■ What is being asked
In the material below, find how many lines contain the string "main". Write only that number.

(The data Opens)

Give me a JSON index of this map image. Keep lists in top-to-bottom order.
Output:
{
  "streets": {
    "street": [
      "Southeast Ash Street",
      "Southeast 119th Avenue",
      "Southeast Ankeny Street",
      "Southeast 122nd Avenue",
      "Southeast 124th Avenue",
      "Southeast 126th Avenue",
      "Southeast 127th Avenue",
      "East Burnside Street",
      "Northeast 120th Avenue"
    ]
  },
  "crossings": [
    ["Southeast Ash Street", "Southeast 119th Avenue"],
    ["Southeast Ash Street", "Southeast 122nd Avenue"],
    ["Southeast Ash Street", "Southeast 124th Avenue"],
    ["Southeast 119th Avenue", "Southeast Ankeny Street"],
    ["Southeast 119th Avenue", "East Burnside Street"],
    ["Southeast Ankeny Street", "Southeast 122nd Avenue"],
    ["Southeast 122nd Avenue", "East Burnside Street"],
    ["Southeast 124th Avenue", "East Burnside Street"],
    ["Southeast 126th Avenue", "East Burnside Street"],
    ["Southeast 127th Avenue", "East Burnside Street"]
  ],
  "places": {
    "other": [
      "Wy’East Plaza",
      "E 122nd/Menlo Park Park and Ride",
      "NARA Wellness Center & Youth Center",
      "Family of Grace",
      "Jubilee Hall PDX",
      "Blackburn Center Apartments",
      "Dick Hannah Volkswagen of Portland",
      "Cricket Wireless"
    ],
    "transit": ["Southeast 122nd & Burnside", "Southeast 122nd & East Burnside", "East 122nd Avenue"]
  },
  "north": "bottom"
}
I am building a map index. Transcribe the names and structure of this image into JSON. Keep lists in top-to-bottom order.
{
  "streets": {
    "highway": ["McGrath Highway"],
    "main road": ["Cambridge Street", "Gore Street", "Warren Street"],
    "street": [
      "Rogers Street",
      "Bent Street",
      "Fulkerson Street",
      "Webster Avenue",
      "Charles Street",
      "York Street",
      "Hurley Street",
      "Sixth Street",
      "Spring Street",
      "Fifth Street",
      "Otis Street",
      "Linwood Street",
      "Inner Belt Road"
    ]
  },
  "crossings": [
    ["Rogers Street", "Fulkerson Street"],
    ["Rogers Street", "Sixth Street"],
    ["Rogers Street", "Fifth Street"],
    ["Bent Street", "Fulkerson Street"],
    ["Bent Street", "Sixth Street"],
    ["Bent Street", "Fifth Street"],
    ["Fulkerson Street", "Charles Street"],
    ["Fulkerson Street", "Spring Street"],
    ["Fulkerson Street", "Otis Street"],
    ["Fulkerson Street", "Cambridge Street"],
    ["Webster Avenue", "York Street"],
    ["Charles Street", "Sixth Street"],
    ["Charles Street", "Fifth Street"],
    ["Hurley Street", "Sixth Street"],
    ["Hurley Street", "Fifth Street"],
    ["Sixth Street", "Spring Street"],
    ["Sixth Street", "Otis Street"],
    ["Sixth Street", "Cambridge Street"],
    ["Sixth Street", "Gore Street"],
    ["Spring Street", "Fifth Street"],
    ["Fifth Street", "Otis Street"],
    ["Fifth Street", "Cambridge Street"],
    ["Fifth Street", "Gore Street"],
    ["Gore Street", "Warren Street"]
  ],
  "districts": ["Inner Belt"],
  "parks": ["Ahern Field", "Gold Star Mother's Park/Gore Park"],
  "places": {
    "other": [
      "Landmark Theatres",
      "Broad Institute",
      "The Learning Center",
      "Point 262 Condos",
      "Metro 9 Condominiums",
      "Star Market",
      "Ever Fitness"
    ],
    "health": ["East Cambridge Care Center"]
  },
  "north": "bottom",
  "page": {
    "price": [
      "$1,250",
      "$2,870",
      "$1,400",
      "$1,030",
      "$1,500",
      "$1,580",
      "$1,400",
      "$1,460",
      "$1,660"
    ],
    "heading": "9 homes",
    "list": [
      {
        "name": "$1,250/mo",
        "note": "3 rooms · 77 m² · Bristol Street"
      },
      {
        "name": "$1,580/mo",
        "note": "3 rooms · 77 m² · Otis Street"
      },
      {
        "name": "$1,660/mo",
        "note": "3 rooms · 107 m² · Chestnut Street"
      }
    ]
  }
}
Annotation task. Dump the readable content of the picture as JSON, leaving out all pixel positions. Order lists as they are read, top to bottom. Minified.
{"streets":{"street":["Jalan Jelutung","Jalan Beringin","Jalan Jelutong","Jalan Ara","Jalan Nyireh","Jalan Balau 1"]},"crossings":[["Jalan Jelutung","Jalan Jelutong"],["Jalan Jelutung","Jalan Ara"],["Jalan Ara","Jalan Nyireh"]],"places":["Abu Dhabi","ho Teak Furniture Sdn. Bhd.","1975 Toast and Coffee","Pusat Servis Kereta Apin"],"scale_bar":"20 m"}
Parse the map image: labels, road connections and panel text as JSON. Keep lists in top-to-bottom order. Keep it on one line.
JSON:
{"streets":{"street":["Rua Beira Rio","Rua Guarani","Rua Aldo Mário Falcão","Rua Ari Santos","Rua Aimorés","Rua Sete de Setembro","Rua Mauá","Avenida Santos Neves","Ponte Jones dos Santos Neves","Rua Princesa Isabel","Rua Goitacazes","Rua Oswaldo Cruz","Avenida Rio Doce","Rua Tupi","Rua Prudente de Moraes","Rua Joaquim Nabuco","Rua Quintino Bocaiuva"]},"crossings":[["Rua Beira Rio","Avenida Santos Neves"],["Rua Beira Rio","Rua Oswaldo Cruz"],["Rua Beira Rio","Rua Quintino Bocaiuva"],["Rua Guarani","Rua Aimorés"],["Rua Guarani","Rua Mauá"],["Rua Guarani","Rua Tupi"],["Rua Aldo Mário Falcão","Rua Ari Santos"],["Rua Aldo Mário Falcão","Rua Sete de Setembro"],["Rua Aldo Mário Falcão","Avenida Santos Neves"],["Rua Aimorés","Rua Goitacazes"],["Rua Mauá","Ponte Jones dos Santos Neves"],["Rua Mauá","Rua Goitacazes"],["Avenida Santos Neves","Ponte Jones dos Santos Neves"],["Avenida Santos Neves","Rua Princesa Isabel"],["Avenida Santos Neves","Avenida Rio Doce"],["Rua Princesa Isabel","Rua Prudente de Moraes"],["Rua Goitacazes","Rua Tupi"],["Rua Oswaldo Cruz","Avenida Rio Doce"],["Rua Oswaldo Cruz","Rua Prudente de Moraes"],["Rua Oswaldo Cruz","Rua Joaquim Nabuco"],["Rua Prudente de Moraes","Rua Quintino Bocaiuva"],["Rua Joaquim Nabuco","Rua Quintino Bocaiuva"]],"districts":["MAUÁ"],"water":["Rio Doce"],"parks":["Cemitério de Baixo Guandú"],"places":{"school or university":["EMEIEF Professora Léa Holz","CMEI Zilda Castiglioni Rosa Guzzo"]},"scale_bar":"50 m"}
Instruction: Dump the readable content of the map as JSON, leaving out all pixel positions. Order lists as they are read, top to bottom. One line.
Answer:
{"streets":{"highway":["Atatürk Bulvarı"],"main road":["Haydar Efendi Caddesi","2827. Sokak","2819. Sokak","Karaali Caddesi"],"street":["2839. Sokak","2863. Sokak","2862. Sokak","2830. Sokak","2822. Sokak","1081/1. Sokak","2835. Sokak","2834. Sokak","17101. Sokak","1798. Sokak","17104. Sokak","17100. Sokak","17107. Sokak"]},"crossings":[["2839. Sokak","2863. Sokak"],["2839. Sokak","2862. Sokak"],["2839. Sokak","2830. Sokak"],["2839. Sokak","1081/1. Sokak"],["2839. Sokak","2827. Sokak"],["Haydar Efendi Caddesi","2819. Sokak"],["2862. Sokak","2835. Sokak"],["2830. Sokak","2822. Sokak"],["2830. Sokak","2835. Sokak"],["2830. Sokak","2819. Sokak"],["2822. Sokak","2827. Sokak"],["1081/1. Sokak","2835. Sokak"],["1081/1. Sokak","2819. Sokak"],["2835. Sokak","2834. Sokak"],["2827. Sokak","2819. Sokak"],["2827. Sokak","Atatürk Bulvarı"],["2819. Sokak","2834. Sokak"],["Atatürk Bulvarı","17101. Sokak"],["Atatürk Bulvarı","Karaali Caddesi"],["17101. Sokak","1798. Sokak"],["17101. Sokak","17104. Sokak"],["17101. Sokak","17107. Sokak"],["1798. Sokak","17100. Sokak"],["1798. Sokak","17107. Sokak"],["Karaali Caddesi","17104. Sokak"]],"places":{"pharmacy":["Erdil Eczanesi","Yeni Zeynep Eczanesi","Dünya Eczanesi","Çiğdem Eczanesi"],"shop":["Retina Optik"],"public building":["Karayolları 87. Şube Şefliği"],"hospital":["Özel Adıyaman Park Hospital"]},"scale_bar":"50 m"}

(The data Closes)

■ Response below
2